Developer: Wish Studios
Review code supplied by publisher
There aren’t many things in life that can destroy friendships and tear apart families quite like quiz games. Wish Studios’ Knowledge Is Power revels in that, turning what could have been a very straightforward affair into evidence for an inevitable court battle – it certainly knows how to press the buttons.
As another PlayLink title, Knowledge Is Power’s modus operandi will be familiar to anyone who’s played the likes of That’s You! or Hidden Agenda before. Instead of needing several controllers for multiple participants, all players can control the action through their smartphones. It’s a neat idea that’s supposed to be inclusive of non-gamers, but technically speaking, it’s a little patchy. The same connection issues I’ve had with every other PlayLink game were here, making me use the PS4 as a Wi-Fi hotspot as only one of us seemed to be able to connect to our house’s Wi-Fi. Annoying, but not at all a dealbreaker.
Just like Hidden Agenda, I struggled to get another five people around to play Knowledge Is Power to the fullest because, well, I don’t have a lot of friends, or even nearby family to alienate with my dirty tactics.

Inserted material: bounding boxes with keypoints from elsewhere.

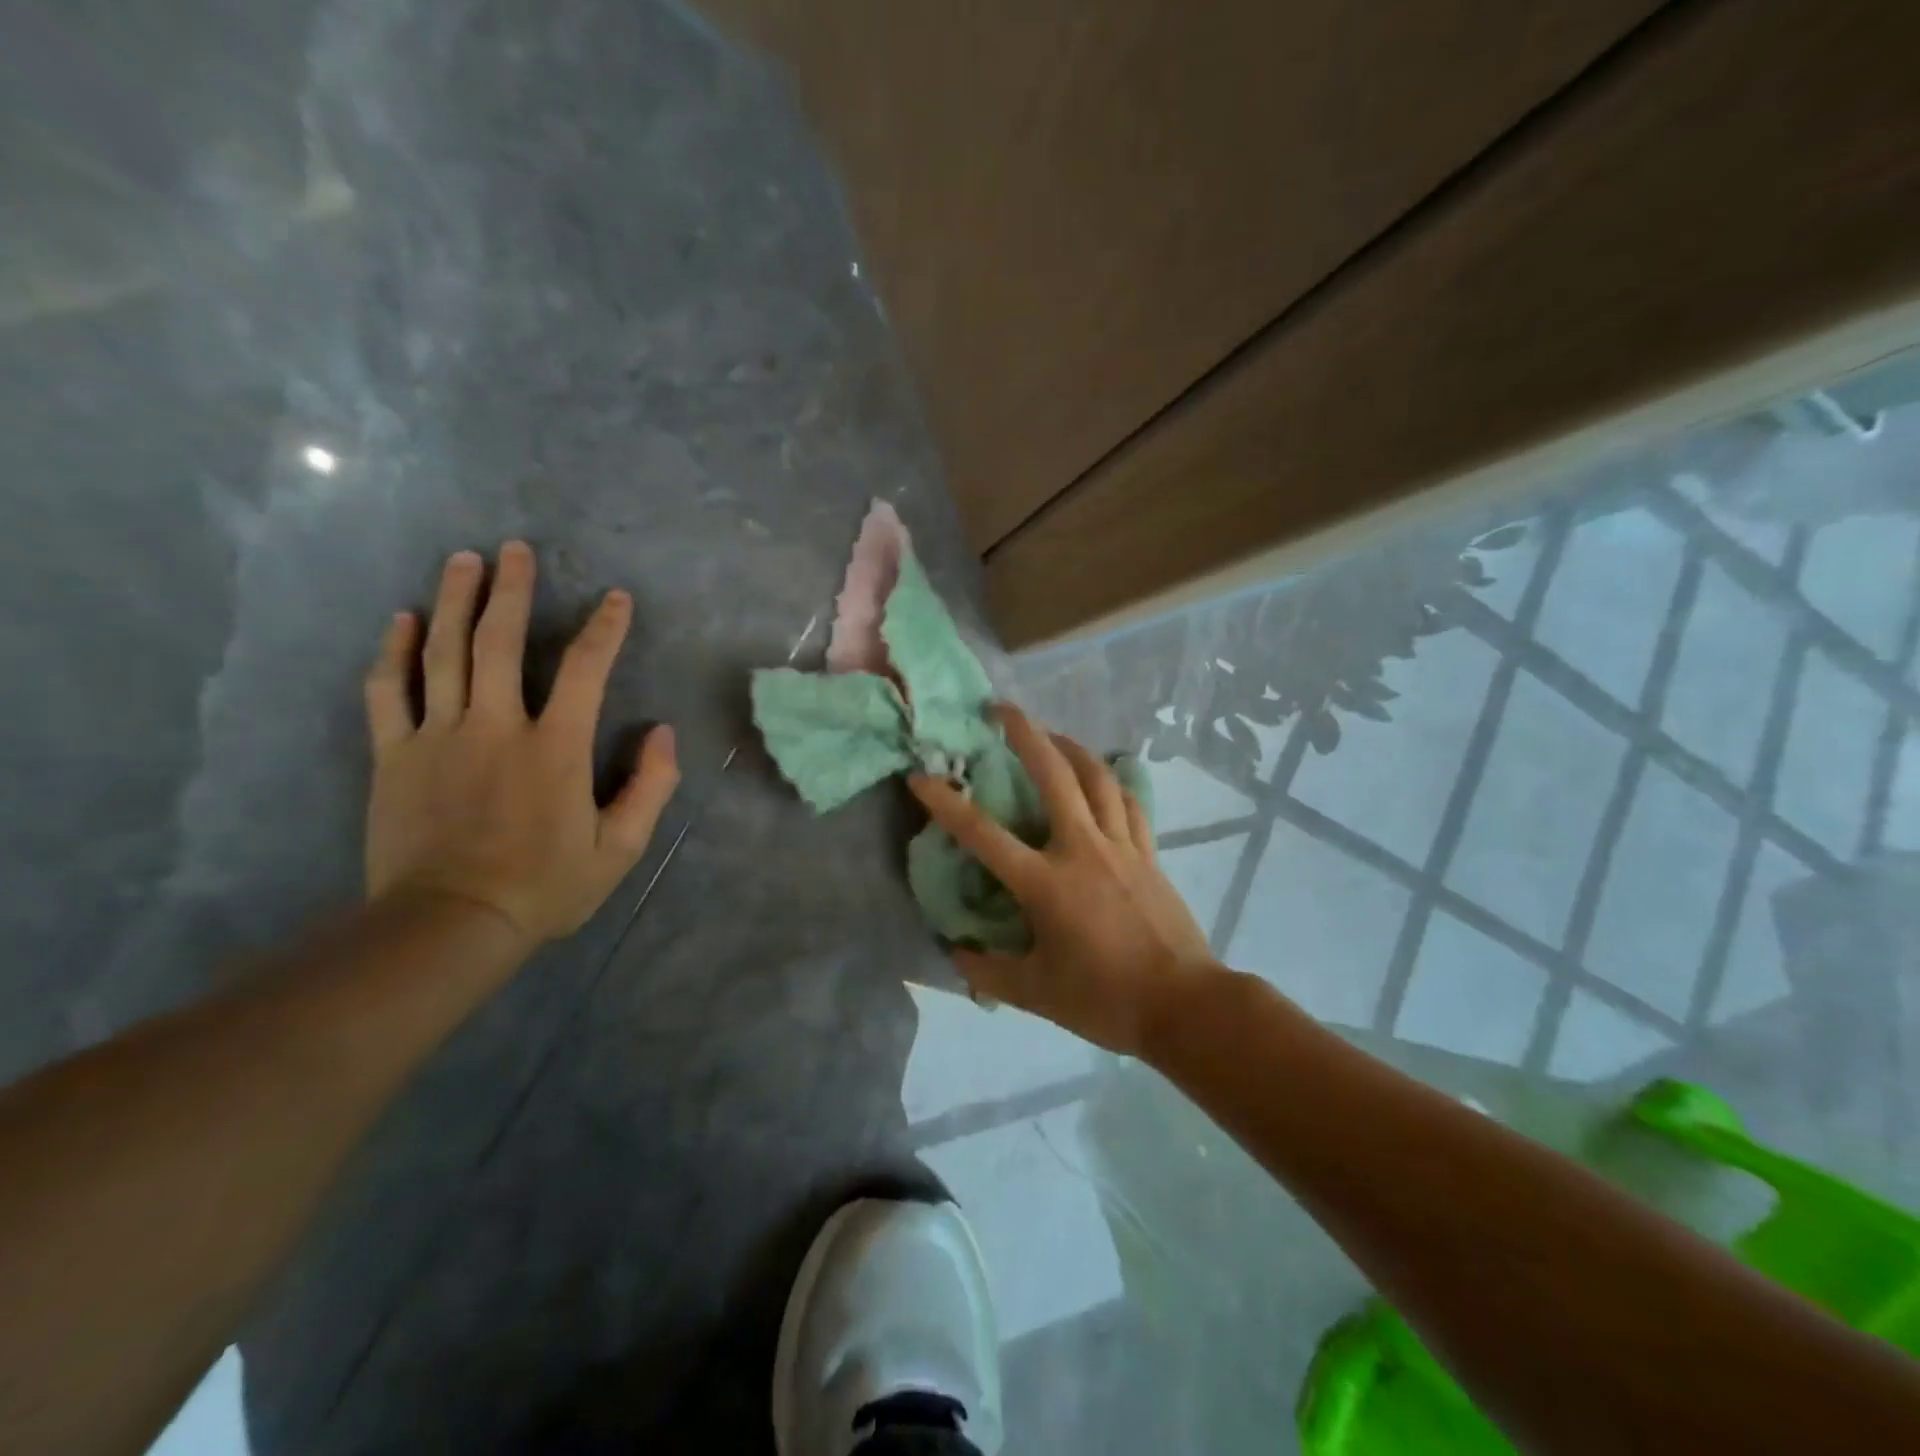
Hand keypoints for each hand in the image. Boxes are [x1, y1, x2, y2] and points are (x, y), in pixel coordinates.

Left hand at [362, 542, 679, 944]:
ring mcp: (439, 736)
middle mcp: (497, 727)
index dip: (605, 629)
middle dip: (512, 591)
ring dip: (454, 601)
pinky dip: (394, 652)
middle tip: (515, 549)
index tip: (616, 598)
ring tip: (463, 561)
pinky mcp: (395, 755)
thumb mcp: (620, 848)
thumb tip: (663, 732)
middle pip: (500, 643)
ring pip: (444, 654)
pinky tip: (401, 620)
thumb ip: (650, 786)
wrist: (449, 924)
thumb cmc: (545, 886)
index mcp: (555, 748)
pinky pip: (389, 691)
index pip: (586, 671)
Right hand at [909, 705, 1216, 1054]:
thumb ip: (988, 972)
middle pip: (1054, 776)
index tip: (920, 777)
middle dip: (1026, 734)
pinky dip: (1113, 783)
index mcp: (1046, 883)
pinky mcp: (1150, 853)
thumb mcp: (1035, 993)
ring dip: (1071, 747)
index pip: (983, 835)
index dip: (946, 803)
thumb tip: (957, 952)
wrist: (1184, 1005)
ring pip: (1098, 778)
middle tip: (1002, 709)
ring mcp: (1122, 846)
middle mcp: (1083, 849)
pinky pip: (1131, 804)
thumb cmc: (1105, 1000)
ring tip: (1051, 734)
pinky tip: (1103, 779)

I played with my partner instead and a rivalry borne from Eastenders trivia soon followed.
If you’ve played Buzz! before, you know what to expect from Knowledge Is Power; they both have an eminently hateable host and plenty of quirkiness. Knowledge Is Power doesn’t exactly revolutionise the quiz game genre, but it does enough to keep the experience gripping (or at least interesting) for a handful of matches.
Similarly to Wish’s other PlayLink title, That’s You!, Knowledge Is Power uses your phone camera to bring you into the game by applying your filtered face as a sort of portrait. The avatars available range from your standard man with a beard to a gothic fairy, so all members of the family will likely be catered for, even if it’s a shame that your face couldn’t be directly applied to your avatar. It’s a shame, because constantly seeing this face would have made the game a 10/10.

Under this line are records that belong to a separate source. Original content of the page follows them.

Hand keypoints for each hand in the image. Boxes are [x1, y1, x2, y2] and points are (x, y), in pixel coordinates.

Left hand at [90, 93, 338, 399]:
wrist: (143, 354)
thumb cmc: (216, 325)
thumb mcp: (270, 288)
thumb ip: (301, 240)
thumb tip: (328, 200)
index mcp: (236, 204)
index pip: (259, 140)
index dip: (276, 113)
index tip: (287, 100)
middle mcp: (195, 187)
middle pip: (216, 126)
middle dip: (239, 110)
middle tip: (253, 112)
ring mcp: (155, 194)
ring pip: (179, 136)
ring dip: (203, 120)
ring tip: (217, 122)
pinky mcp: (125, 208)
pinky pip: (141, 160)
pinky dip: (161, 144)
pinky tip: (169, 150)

All matches play out more or less the same: answer a few questions, play a minigame, answer some more questions, play a minigame, answer some more questions, and then answer some more questions while climbing up a pyramid. Multiple-choice questions are answered through smartphones and can be as varied as who won an Oscar one minute to religion the next. There’s a broad selection of trivia in Knowledge Is Power, but we mainly gravitated towards anything based on film and music.
Rather than just being a case of quickest on the “buzzer”, the game throws a few handicaps at players to make things more frenzied. Before answering questions, players can choose distractions and hindrances for others to deal with, such as answers being frozen under ice, letters going missing, and a thick slime obscuring answers. Some of them are more dastardly than others –the slime is the ploy of the ungodly– but they all work well to balance matches to be less one-sided if it comes to it. If a player is losing, they can then combine two handicaps in one, though after initially winning and then falling back into second place, it was rather irritating for me to still be getting two handicaps at one point.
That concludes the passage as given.